WHAT TO DO. Read the data and repeat it in full, exactly.

EXTRACTED RECORDS.
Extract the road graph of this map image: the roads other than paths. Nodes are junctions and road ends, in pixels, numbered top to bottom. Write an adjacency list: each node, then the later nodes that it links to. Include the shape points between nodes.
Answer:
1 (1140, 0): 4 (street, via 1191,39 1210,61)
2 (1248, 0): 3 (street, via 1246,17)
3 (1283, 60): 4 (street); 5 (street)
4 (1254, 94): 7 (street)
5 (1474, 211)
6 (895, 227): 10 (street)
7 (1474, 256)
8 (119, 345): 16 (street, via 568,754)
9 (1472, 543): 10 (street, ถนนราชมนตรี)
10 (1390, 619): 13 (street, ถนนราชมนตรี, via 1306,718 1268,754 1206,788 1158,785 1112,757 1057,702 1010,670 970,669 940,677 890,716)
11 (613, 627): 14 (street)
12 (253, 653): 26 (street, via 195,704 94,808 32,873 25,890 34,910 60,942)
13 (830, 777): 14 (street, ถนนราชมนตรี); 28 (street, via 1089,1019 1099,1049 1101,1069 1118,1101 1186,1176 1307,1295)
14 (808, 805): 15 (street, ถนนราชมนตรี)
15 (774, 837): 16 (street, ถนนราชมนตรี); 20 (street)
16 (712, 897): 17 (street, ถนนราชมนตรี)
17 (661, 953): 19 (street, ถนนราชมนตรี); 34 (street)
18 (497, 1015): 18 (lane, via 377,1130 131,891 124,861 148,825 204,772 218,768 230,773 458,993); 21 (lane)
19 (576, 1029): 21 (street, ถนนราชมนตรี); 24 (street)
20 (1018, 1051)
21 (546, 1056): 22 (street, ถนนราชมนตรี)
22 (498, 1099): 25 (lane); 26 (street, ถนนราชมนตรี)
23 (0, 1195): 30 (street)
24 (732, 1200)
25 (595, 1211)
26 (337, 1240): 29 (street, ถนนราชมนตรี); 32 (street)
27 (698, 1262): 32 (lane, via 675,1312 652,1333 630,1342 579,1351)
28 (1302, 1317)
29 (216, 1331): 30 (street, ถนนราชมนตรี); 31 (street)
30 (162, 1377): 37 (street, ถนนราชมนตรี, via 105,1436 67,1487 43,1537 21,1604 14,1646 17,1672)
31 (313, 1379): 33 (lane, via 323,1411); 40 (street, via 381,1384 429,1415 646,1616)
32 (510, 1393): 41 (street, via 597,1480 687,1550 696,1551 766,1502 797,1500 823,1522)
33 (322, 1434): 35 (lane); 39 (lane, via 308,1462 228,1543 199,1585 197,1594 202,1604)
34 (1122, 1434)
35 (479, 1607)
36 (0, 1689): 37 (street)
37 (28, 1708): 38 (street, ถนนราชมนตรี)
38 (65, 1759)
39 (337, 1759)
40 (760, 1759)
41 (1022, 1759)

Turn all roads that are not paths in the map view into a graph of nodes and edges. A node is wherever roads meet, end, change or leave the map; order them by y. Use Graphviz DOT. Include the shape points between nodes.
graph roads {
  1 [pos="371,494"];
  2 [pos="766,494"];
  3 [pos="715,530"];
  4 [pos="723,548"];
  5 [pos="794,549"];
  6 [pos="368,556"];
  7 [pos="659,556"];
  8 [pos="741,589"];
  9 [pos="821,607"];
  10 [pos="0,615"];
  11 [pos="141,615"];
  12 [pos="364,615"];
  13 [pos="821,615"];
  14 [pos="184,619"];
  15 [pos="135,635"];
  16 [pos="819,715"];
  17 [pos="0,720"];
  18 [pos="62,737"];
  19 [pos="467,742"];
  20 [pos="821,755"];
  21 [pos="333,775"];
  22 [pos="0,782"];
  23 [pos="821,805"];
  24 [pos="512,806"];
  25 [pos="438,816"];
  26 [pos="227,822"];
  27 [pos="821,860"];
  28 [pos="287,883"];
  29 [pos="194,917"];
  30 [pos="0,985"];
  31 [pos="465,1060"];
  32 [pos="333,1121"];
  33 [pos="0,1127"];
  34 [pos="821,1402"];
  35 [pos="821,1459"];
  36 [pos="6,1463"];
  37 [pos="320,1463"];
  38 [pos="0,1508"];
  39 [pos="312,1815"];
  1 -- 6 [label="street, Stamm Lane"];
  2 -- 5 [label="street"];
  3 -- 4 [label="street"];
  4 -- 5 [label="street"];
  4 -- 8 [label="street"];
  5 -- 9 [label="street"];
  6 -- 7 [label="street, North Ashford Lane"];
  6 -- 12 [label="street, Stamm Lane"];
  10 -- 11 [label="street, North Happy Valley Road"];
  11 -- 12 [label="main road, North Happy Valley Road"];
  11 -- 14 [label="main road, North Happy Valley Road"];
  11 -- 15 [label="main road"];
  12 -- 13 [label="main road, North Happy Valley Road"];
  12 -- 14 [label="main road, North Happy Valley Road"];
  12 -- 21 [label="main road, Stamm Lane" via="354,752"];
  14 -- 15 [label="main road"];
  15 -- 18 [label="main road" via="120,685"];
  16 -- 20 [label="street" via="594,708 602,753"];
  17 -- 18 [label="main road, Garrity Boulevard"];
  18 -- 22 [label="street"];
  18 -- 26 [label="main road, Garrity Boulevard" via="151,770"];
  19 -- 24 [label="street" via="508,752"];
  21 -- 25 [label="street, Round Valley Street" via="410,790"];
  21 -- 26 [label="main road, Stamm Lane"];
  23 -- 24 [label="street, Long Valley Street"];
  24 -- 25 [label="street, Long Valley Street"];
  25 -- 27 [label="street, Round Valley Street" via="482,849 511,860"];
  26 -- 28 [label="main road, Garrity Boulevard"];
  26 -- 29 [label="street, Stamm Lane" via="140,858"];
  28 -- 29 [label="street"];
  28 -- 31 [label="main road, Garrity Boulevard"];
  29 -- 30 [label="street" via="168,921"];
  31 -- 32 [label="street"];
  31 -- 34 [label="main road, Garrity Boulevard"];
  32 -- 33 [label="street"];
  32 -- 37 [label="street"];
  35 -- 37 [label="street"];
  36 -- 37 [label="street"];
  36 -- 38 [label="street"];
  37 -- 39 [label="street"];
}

TASK SOLUTION.
Extract the road graph of this map image: the roads other than paths. Nodes are junctions and road ends, in pixels, numbered top to bottom. Write an adjacency list: each node, then the later nodes that it links to. Include the shape points between nodes.
Answer:
1 (1140, 0): 4 (street, via 1191,39 1210,61)
2 (1248, 0): 3 (street, via 1246,17)
3 (1283, 60): 4 (street); 5 (street)
4 (1254, 94): 7 (street)
5 (1474, 211)
6 (895, 227): 10 (street)
7 (1474, 256)
8 (119, 345): 16 (street, via 568,754)
9 (1472, 543): 10 (street, ถนนราชมนตรี)
10 (1390, 619): 13 (street, ถนนราชมนตรี, via 1306,718 1268,754 1206,788 1158,785 1112,757 1057,702 1010,670 970,669 940,677 890,716)
11 (613, 627): 14 (street)
12 (253, 653): 26 (street, via 195,704 94,808 32,873 25,890 34,910 60,942)
13 (830, 777): 14 (street, ถนนราชมนตรี); 28 (street, via 1089,1019 1099,1049 1101,1069 1118,1101 1186,1176 1307,1295)
14 (808, 805): 15 (street, ถนนราชมนตรี)
15 (774, 837): 16 (street, ถนนราชมนตรี); 20 (street)
16 (712, 897): 17 (street, ถนนราชมนตรี)
17 (661, 953): 19 (street, ถนนราชมนตรี); 34 (street)
18 (497, 1015): 18 (lane, via 377,1130 131,891 124,861 148,825 204,772 218,768 230,773 458,993); 21 (lane)
19 (576, 1029): 21 (street, ถนนราชมนตรี); 24 (street)
20 (1018, 1051)
21 (546, 1056): 22 (street, ถนนราชมนตรี)
22 (498, 1099): 25 (lane); 26 (street, ถนนราชมนตรี)
23 (0, 1195): 30 (street)
24 (732, 1200)
25 (595, 1211)
26 (337, 1240): 29 (street, ถนนราชมนตรี); 32 (street)
27 (698, 1262): 32 (lane, via 675,1312 652,1333 630,1342 579,1351)
28 (1302, 1317)
29 (216, 1331): 30 (street, ถนนราชมนตรี); 31 (street)
30 (162, 1377): 37 (street, ถนนราชมนตรี, via 105,1436 67,1487 43,1537 21,1604 14,1646 17,1672)
31 (313, 1379): 33 (lane, via 323,1411); 40 (street, via 381,1384 429,1415 646,1616)
32 (510, 1393): 41 (street, via 597,1480 687,1550 696,1551 766,1502 797,1500 823,1522)
33 (322, 1434): 35 (lane); 39 (lane, via 308,1462 228,1543 199,1585 197,1594 202,1604)
34 (1122, 1434)
35 (479, 1607)
36 (0, 1689): 37 (street)
37 (28, 1708): 38 (street, ถนนราชมนตรี)
38 (65, 1759)
39 (337, 1759)
40 (760, 1759)
41 (1022, 1759)

Turn all roads that are not paths in the map view into a graph of nodes and edges. A node is wherever roads meet, end, change or leave the map; order them by y. Use Graphviz DOT. Include the shape points between nodes.
graph roads {
  1 [pos="371,494"];
  2 [pos="766,494"];
  3 [pos="715,530"];
  4 [pos="723,548"];
  5 [pos="794,549"];
  6 [pos="368,556"];
  7 [pos="659,556"];
  8 [pos="741,589"];
  9 [pos="821,607"];
  10 [pos="0,615"];
  11 [pos="141,615"];
  12 [pos="364,615"];
  13 [pos="821,615"];
  14 [pos="184,619"];
  15 [pos="135,635"];
  16 [pos="819,715"];
  17 [pos="0,720"];
  18 [pos="62,737"];
  19 [pos="467,742"];
  20 [pos="821,755"];
  21 [pos="333,775"];
  22 [pos="0,782"];
  23 [pos="821,805"];
  24 [pos="512,806"];
  25 [pos="438,816"];
  26 [pos="227,822"];
  27 [pos="821,860"];
  28 [pos="287,883"];
  29 [pos="194,917"];
  30 [pos="0,985"];
  31 [pos="465,1060"];
  32 [pos="333,1121"];
  33 [pos="0,1127"];
  34 [pos="821,1402"];
  35 [pos="821,1459"];
  36 [pos="6,1463"];
  37 [pos="320,1463"];
  38 [pos="0,1508"];
  39 [pos="312,1815"];
  1 -- 6 [label="street, Stamm Lane"];
  2 -- 5 [label="street"];
  3 -- 4 [label="street"];
  4 -- 5 [label="street"];
  4 -- 8 [label="street"];
  5 -- 9 [label="street"];
  6 -- 7 [label="street, North Ashford Lane"];
  6 -- 12 [label="street, Stamm Lane"];
  10 -- 11 [label="street, North Happy Valley Road"];
  11 -- 12 [label="main road, North Happy Valley Road"];
  11 -- 14 [label="main road, North Happy Valley Road"];
  11 -- 15 [label="main road"];
  12 -- 13 [label="main road, North Happy Valley Road"];
  12 -- 14 [label="main road, North Happy Valley Road"];
  12 -- 21 [label="main road, Stamm Lane" via="354,752"];
  14 -- 15 [label="main road"];
  15 -- 18 [label="main road" via="120,685"];
  16 -- 20 [label="street" via="594,708 602,753"];
  17 -- 18 [label="main road, Garrity Boulevard"];
  18 -- 22 [label="street"];
  18 -- 26 [label="main road, Garrity Boulevard" via="151,770"];
  19 -- 24 [label="street" via="508,752"];
  21 -- 25 [label="street, Round Valley Street" via="410,790"];
  21 -- 26 [label="main road, Stamm Lane"];
  23 -- 24 [label="street, Long Valley Street"];
  24 -- 25 [label="street, Long Valley Street"];
  25 -- 27 [label="street, Round Valley Street" via="482,849 511,860"];
  26 -- 28 [label="main road, Garrity Boulevard"];
  26 -- 29 [label="street, Stamm Lane" via="140,858"];
  28 -- 29 [label="street"];
  28 -- 31 [label="main road, Garrity Boulevard"];
  29 -- 30 [label="street" via="168,921"];
  31 -- 32 [label="street"];
  31 -- 34 [label="main road, Garrity Boulevard"];
  32 -- 33 [label="street"];
  32 -- 37 [label="street"];
  35 -- 37 [label="street"];
  36 -- 37 [label="street"];
  36 -- 38 [label="street"];
  37 -- 39 [label="street"];
}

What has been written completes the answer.